Clays Limited
- Company type: Subsidiary
- Industry: Printing
- Headquarters: Bungay, United Kingdom
- Products: Books
- Number of employees: 790 (2021)
- Parent: Elcograf S.p.A.
- Website: clays.co.uk

= Clays (company) =

British printer

Clays is a British printing company based in Bungay, Suffolk.

==History==
The origin of the company begins in the nineteenth century, when Richard Clay (1789–1877) first managed and then, in 1827, became the owner of Burton & Briggs, a London printer. Clay retired in 1868, and his sons set up a new partnership—R. Clay, Sons & Taylor—that went on to acquire Childs & Son, a printer in Bungay, in 1876. Previously a general printer, after the First World War, the company specialised more in book printing. The company floated on the London stock exchange in 1956 and joined the St Ives Group in 1985. In 2018, Italian printers Elcograf paid £23.8 million to acquire Clays from the St Ives Group.

==Current operations==
The company printed some 167 million books in 2024. The Bungay printworks was featured in "Hardback Books", an episode of the BBC television documentary series Inside the Factory in January 2025. In February 2025, Clays announced the acquisition of TJ Books, a printer based in Padstow which had gone into administration the same month. In 2021, the company employed 790 people.

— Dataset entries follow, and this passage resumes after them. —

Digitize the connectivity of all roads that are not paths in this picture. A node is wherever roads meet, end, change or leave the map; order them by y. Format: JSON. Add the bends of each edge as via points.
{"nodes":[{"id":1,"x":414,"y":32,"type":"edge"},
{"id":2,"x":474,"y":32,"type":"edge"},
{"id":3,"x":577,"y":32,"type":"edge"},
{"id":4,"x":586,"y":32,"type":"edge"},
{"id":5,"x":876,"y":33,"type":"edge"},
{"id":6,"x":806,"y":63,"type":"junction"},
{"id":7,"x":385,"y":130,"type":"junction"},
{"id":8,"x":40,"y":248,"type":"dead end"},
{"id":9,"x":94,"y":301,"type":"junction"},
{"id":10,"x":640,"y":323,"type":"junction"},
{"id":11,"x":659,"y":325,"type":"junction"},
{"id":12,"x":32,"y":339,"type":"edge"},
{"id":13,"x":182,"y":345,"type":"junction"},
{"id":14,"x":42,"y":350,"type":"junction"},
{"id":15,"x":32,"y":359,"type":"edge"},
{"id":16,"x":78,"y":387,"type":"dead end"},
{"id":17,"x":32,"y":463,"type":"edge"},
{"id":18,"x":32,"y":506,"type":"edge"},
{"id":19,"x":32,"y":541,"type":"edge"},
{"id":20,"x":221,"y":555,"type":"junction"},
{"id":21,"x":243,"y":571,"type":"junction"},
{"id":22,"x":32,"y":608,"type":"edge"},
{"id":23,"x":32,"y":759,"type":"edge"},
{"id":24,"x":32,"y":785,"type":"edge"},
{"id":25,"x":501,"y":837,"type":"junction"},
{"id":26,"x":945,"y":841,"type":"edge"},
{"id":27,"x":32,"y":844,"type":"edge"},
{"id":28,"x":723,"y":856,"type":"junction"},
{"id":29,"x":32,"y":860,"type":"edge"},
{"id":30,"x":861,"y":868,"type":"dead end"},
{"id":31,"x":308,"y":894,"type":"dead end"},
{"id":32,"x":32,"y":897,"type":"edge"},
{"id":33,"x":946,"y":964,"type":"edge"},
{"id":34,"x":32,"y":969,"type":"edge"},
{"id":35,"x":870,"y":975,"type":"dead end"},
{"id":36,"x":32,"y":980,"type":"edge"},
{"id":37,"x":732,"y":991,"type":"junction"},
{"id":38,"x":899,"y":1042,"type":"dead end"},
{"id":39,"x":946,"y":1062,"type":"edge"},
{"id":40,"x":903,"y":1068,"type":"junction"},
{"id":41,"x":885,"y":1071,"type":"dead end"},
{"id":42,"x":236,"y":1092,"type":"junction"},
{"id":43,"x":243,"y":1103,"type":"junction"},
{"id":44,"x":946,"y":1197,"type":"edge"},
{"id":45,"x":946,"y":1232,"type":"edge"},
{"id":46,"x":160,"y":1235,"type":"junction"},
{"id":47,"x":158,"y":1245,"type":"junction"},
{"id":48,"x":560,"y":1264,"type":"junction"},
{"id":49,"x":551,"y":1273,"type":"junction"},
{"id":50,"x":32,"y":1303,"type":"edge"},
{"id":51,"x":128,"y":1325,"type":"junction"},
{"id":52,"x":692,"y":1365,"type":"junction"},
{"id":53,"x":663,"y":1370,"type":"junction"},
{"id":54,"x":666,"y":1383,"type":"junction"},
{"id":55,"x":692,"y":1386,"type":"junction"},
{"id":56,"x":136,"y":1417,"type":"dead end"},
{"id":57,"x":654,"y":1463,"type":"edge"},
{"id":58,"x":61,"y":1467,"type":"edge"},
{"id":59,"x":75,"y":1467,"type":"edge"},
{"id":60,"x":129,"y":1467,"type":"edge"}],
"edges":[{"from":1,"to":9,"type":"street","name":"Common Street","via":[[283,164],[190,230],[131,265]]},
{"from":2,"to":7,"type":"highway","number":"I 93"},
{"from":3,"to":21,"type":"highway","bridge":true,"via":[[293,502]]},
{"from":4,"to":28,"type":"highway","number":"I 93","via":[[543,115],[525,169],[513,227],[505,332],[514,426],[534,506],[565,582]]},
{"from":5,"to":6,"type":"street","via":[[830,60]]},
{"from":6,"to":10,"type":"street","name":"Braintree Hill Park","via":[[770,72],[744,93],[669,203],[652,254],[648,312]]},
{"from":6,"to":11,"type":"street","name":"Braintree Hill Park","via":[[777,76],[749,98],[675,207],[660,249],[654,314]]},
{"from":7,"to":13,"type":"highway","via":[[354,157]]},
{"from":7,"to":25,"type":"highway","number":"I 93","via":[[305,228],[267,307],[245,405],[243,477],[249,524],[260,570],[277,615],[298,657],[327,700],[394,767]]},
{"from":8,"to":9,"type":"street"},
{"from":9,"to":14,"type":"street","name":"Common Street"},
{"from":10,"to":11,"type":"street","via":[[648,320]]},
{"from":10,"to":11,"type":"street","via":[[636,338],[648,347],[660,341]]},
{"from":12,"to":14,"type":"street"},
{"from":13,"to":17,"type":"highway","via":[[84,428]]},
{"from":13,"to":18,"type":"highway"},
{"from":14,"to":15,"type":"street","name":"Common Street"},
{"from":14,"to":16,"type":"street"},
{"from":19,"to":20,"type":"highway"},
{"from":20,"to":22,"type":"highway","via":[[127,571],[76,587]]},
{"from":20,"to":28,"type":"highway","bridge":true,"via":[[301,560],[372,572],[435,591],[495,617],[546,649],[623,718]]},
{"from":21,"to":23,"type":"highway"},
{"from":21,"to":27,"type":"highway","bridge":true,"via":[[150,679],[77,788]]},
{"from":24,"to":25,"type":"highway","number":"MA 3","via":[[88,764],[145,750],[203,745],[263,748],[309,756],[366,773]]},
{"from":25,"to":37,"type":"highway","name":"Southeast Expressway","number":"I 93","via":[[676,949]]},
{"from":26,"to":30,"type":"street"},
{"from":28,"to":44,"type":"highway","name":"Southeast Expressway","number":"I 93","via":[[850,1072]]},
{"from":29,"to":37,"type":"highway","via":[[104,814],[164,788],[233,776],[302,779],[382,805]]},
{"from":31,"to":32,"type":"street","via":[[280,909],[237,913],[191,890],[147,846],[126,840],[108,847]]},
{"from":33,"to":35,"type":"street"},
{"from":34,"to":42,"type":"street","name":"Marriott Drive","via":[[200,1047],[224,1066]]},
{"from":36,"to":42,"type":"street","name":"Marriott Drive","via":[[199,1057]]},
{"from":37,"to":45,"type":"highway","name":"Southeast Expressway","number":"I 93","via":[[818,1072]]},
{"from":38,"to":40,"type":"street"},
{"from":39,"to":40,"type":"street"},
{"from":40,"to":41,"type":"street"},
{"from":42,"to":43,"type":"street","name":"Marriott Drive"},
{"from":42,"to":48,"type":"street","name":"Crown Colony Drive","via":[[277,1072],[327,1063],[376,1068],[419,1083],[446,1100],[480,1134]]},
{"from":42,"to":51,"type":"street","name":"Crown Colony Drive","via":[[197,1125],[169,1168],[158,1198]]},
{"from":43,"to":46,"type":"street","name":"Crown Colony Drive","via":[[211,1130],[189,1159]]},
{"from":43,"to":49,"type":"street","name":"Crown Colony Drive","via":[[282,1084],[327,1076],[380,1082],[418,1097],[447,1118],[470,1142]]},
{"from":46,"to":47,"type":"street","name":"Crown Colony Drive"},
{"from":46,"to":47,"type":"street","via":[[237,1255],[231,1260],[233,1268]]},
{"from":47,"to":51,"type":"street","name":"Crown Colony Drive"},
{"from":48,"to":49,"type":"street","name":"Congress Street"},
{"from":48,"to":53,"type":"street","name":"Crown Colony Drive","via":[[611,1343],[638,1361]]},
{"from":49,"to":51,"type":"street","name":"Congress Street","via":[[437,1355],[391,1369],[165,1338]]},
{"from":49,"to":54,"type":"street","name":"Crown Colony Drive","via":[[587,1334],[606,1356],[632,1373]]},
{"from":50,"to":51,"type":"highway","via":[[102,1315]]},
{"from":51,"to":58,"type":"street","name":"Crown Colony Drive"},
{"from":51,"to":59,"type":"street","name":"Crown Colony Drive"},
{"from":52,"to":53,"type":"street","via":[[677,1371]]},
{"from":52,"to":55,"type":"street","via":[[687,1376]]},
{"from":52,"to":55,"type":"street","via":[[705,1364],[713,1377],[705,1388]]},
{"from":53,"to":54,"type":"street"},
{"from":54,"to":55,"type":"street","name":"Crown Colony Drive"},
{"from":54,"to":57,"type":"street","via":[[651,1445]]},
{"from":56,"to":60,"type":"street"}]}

==Notable authors and works==

Clays has printed:
- The Harry Potter books. Even though these were produced under strict security conditions, in 2003 a Clays employee managed to steal some chapters of Harry Potter and the Order of the Phoenix and offered them to The Sun.
- Michael Wolff's insider view of Donald Trump's first administration, Fire and Fury: Inside the Trump White House.
- Andy Shepherd's The Boy Who Grew Dragons series.
- A scratch and sniff edition of Roald Dahl's The Twits.
- David Jason's autobiography My Life and Helen Fielding's Mad About the Boy, (one of the novels in the Bridget Jones series), pages of which were accidentally mixed up in 2013.
- Works by Tom Clancy, Terry Pratchett, Margaret Thatcher, Tony Blair, Stephen Fry, and Philip Pullman.